──────── WORKING DATA ────────

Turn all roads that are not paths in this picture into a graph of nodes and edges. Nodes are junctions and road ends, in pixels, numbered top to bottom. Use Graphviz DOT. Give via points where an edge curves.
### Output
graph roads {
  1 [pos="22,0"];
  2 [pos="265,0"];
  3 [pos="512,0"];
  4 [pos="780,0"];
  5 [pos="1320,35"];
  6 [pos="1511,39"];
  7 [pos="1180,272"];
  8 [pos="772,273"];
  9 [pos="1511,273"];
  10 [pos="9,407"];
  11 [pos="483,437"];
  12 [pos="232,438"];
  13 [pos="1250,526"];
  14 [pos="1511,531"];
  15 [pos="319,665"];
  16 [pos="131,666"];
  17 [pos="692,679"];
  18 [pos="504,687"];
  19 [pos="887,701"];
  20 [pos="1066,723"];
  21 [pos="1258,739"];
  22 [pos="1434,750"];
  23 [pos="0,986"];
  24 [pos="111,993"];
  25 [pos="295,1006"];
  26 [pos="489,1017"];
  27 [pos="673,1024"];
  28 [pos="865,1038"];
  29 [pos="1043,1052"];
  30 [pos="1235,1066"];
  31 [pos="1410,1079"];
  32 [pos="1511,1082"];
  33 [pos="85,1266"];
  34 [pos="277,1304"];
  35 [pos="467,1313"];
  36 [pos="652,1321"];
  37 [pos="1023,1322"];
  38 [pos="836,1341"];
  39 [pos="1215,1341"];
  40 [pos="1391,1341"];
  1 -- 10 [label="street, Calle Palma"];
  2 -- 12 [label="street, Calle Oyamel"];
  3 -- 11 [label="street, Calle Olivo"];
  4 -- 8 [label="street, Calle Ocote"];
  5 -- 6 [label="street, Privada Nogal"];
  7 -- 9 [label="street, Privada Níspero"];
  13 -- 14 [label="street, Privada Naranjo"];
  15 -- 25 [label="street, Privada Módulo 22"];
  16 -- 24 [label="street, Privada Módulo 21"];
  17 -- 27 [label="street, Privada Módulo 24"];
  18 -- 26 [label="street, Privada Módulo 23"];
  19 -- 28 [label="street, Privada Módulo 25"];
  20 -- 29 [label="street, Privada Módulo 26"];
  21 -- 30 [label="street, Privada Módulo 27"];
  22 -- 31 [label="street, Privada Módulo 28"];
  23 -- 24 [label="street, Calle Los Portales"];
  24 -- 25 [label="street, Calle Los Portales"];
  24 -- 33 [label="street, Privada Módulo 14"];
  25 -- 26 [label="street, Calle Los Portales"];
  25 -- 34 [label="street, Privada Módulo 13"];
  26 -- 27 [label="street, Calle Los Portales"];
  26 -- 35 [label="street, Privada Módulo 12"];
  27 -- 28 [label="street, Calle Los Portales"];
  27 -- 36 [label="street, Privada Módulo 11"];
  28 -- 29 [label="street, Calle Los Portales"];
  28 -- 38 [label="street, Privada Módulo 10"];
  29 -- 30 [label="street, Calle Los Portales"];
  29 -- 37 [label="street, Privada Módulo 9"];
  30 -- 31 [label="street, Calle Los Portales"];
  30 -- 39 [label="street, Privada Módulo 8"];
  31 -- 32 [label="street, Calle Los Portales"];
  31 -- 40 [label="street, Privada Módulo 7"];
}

────────

• WHAT YOU HAVE TO DO
Using the records above, count the lines that hold the string "graph", and give back only the result.

• RESPONSE BOX
2